Das Vertretenmüssen der Antragstellerin könne auch nicht mit dem Argument ausgehebelt werden, dass die Auftraggeberin vorliegend keine elektronische Vergabe hätte durchführen müssen, respektive sogar nicht hätte durchführen dürfen. Die elektronische Vergabe sei der Regelfall im Sinne von § 97 Abs. 5 GWB. Diese gesetzliche Vorschrift gelte auch für Vergaben im Anwendungsbereich der VSVgV. Auch wenn die elektronische Vergabe nicht zwingend gewesen sein möge, so könne dies nicht dazu führen, dass die Auftraggeberin den verspäteten Eingang der Angebote zu vertreten habe.
Auch wenn die Entscheidung der VK Bund zur VSVgV ergangen ist, lässt sie sich vollumfänglich auf Ausschreibungen nach anderen Vergabeordnungen, etwa nach der VgV und der UVgO, übertragen.
Für Bieter folgt daraus insbesondere, dass diese sich im eigenen Interesse frühzeitig mit den technischen Rahmenbedingungen für das Hochladen der Angebote auseinander setzen sollten. Ebenso sollten sie sich rechtzeitig um Updates kümmern, etwaige Hinweise des Auftraggebers und/oder der Vergabeplattform zur Angebotseinreichung studieren und sich bei offenen Fragen rechtzeitig und dokumentiert mit dem technischen Support der jeweiligen Vergabeplattform in Verbindung setzen.

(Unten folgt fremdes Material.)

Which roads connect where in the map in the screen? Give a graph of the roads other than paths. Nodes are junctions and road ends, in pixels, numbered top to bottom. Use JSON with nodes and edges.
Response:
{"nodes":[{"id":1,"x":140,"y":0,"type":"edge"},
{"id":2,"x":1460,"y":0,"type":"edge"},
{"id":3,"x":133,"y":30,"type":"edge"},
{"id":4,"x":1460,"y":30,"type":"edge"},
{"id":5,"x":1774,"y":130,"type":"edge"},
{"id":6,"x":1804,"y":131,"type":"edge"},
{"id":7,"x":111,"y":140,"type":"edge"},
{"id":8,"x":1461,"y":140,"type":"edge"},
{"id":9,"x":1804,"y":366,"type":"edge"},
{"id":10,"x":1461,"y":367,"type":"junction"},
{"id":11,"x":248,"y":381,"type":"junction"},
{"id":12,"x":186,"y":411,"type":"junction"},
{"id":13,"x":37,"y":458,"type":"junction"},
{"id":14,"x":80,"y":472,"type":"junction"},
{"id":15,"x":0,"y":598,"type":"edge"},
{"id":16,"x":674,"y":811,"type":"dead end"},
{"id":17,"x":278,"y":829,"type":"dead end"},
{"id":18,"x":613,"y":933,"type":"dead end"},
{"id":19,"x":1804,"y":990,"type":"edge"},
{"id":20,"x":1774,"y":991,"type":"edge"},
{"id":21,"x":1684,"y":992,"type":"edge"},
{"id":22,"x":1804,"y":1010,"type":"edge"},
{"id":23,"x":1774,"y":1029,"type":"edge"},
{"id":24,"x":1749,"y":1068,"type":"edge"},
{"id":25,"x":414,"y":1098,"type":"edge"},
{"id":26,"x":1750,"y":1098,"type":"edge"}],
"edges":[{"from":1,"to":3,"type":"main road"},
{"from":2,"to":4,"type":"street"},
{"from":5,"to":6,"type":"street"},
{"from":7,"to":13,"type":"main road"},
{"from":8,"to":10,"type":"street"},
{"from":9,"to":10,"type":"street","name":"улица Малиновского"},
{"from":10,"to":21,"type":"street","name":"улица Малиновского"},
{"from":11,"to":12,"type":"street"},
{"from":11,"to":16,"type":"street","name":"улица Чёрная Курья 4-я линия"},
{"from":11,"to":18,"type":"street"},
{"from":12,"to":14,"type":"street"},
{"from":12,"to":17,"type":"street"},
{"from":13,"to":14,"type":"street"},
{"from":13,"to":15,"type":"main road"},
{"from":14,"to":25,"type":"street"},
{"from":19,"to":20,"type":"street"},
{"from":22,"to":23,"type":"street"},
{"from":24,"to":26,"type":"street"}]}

Darüber hinaus ist es ratsam, mit dem Upload-Vorgang nicht erst kurz vor Ablauf der Angebotsfrist zu beginnen, sondern diesen mit ausreichendem zeitlichen Vorlauf zu starten. Insbesondere sollte der zeitliche Puffer so bemessen werden, dass im Falle konkreter technischer Probleme beim Upload-Vorgang auch noch eine Kontaktaufnahme mit dem Auftraggeber mit der Bitte um Fristverlängerung möglich ist, auch wenn insoweit nicht in jedem Fall ein Anspruch auf Verlängerung bestehen dürfte.